__DATA LISTING__.

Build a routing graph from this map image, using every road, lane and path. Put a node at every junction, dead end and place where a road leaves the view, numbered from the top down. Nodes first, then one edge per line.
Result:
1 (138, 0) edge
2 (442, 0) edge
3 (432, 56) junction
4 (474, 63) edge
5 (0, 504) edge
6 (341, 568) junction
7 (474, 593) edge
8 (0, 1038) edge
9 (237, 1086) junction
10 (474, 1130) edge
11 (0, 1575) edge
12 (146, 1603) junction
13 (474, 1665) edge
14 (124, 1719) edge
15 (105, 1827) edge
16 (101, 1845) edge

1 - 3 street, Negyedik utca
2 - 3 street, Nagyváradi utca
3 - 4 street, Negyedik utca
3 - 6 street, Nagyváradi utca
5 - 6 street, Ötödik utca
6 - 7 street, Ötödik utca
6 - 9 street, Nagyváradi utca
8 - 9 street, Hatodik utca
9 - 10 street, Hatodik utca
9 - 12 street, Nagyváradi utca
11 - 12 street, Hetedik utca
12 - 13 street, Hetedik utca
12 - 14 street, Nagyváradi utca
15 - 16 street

--

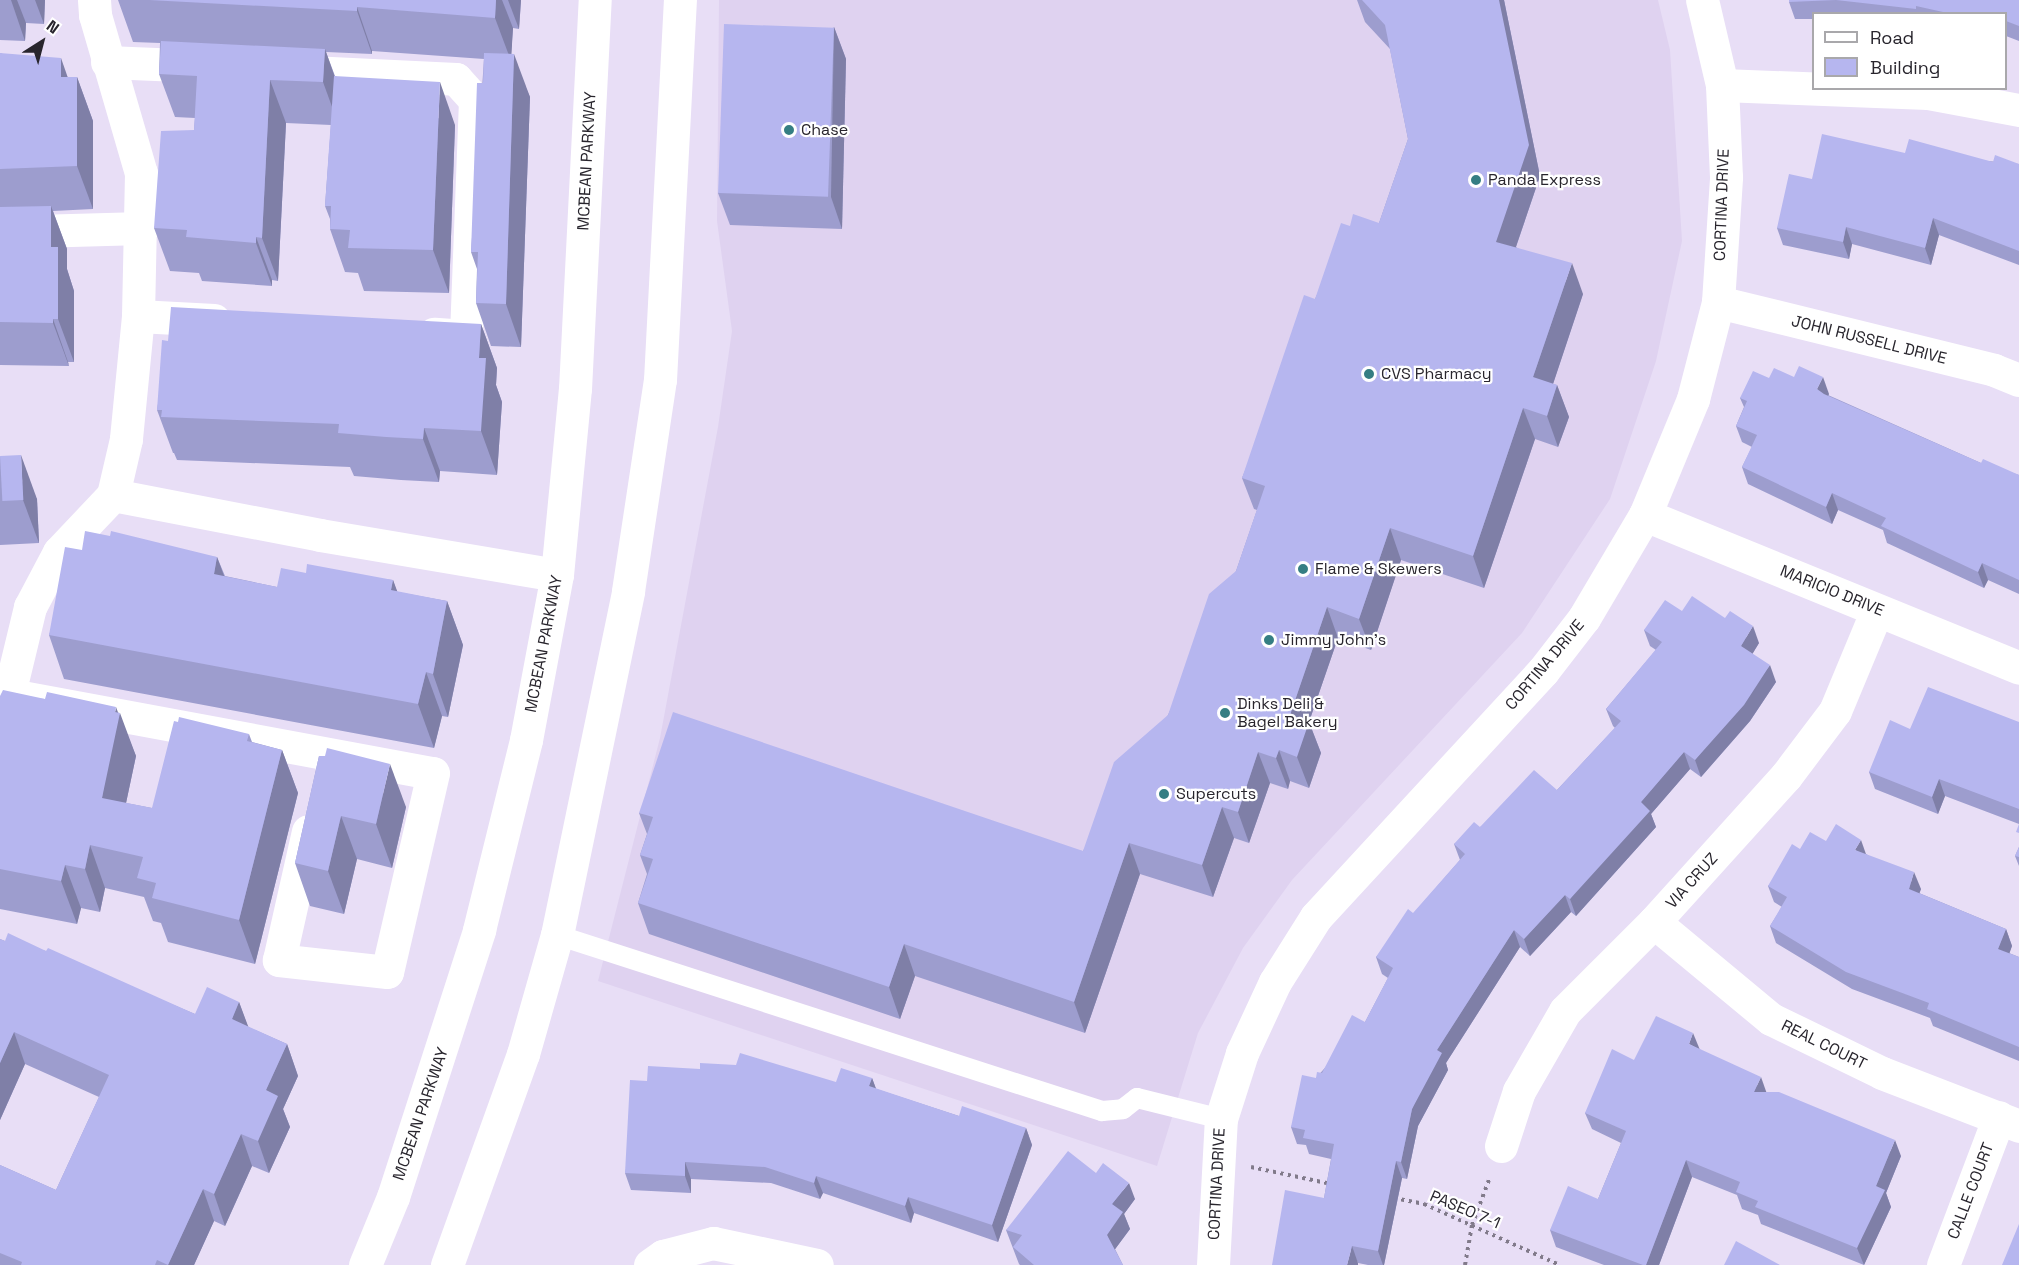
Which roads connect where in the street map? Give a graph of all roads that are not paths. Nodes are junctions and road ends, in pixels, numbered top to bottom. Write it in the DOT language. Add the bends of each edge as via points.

* * *

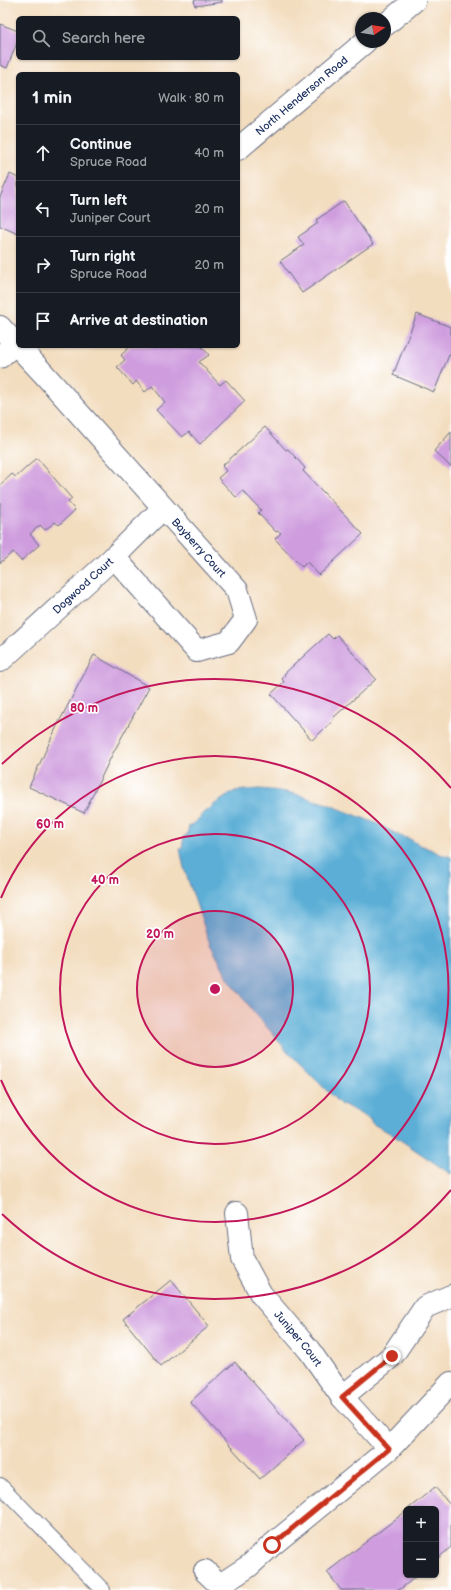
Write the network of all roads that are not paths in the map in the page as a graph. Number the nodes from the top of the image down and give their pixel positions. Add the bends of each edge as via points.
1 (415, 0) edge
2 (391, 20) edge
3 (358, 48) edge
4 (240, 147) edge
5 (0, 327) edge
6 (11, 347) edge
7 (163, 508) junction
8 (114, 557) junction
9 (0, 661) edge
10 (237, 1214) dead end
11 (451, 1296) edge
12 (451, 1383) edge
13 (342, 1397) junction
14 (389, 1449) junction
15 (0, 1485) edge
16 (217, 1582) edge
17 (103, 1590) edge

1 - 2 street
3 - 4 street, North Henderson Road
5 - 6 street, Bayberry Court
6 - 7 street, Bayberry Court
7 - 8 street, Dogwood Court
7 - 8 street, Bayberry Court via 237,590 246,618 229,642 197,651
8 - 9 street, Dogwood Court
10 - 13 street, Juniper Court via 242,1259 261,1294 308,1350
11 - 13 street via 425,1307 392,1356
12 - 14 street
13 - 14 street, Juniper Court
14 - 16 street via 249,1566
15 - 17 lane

__TASK__. Count the lines in the records above that contain the word "numbered", and reply with that number alone.

__ANSWER SPACE__. 2